Fortunately, more consequential methods such as setGoalVelocity() are still working normally.

Using OpenMV H7 Plus camera

To make a long story short, this camera can only work properly with the OpenRB-150 when the 5V Pin out of this board’s header is used to power the camera. First, I thought that it would be more proper to use the 3.3V Pin to do this job, but this usage gave me run-time issues with the Serial Monitor (costed me a whole day of work to figure this out!).

From the picture above, for a successful run, this camera could provide tracking data for a single target for about every 47 ms for an image resolution of 1024x768 pixels.

It got more interesting when I used this camera on a MKR ZERO, and I found out that with the MKR ZERO, I could use either 5V Pin or 3.3V Pin to make the H7 Plus work properly.
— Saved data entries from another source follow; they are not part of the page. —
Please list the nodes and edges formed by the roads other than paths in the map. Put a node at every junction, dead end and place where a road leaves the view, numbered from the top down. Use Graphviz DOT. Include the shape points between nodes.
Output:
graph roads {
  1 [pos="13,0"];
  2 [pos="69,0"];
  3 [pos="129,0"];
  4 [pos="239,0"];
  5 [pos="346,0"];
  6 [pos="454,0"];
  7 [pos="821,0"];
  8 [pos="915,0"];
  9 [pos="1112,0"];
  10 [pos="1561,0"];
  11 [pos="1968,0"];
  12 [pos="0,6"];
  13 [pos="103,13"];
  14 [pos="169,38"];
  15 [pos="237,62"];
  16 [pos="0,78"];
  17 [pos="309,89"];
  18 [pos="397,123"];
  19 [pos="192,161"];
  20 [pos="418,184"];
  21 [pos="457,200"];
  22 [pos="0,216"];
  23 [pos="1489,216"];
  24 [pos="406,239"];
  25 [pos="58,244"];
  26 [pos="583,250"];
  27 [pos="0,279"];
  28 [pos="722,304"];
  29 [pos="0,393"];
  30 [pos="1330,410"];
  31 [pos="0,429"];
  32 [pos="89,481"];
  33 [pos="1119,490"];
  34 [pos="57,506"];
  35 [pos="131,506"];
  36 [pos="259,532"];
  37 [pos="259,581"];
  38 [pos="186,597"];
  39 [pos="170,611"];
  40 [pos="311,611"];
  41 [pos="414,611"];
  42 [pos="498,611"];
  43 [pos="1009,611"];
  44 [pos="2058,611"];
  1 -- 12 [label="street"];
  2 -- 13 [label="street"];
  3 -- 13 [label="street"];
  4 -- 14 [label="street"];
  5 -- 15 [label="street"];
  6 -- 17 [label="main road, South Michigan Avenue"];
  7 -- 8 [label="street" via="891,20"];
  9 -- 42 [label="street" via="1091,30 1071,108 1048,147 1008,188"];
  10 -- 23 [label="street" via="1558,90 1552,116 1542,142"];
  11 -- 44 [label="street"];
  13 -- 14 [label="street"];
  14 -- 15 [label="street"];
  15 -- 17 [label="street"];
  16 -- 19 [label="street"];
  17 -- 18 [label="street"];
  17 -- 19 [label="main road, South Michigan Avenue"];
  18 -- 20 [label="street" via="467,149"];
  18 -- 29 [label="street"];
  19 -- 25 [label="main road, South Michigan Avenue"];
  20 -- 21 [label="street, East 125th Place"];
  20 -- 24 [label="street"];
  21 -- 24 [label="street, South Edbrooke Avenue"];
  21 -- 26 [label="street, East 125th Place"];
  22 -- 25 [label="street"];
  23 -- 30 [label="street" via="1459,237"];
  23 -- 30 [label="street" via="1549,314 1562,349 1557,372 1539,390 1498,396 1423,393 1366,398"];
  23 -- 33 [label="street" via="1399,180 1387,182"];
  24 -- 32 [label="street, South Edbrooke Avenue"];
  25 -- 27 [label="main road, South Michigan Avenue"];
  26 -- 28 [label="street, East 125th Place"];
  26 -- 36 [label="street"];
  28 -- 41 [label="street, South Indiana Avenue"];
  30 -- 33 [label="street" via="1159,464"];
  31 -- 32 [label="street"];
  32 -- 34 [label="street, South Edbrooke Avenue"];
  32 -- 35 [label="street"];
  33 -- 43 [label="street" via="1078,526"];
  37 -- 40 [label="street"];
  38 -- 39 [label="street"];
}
It will be interesting to see/figure out why, when ROBOTIS releases the schematic for the OpenRB-150 in the near future.

Using HuskyLens Camera

I am using this camera in I2C mode and @willson would be glad to know that the Wire Library is working well now.

So far, I have only tested out Color Detection and at first glance, data throughput for HuskyLens seems to be the best as compared to Pixy2 and H7 Plus cameras.

It looks like that the Time Stamp utility has a “resolution” of 46-47 ms? although data from the HuskyLens came through more often than that.

A4WP-H Project

Previously, this A4WP-H robot had been controlled by an RPi0-2W and an OpenCM-904 - please check out this post:

This time, I used the OpenRB-150 + HuskyLens camera and Arduino instead:

  1. Some of the XL-430s are in Timed Position Control mode so that the robot can be programmed to “walk” via SyncWrite. The ones with “wheels” are of course in Velocity Control mode.


  1. The HuskyLens camera tracks the “red” objects very well (in I2C mode) but this process tended to “suppress” the RC-100 packet flow coming from the UART port, so I practically lost Manual Control when I set this robot to Autonomous Tracking mode.

  2. Importantly, I had found that the OpenRB-150 will not work properly when its Voltage Input is over 11.1~11.2 V. So the standard 12V PS that comes with any ROBOTIS kit will not work for this board (although this 12 V PS had been working fine for me with Open904 and even MKR ZERO and DXL MKR Shield). I had to get a Continuously Variable PS so that I could figure out that it needed around 11.1 V. So hopefully this issue only happens for my particular board. May be other Beta Testers can share in if they encountered the same issue?

Mobile Manipulator Project

The Power Conversion circuitry on my OpenRB-150 continued to break down, I could only use ~10.8 V to power my Mobile Manipulator as shown above. Fortunately, at ~10.8 V, the OpenRB-150 was still able to operate the 12 AX-12s + Pixy2 camera + ToF Imager (8x8 zones) adequately enough.

Update 8/12/2022
Found the source of my voltage/current leaks! My OpenRB-150 is back in operations!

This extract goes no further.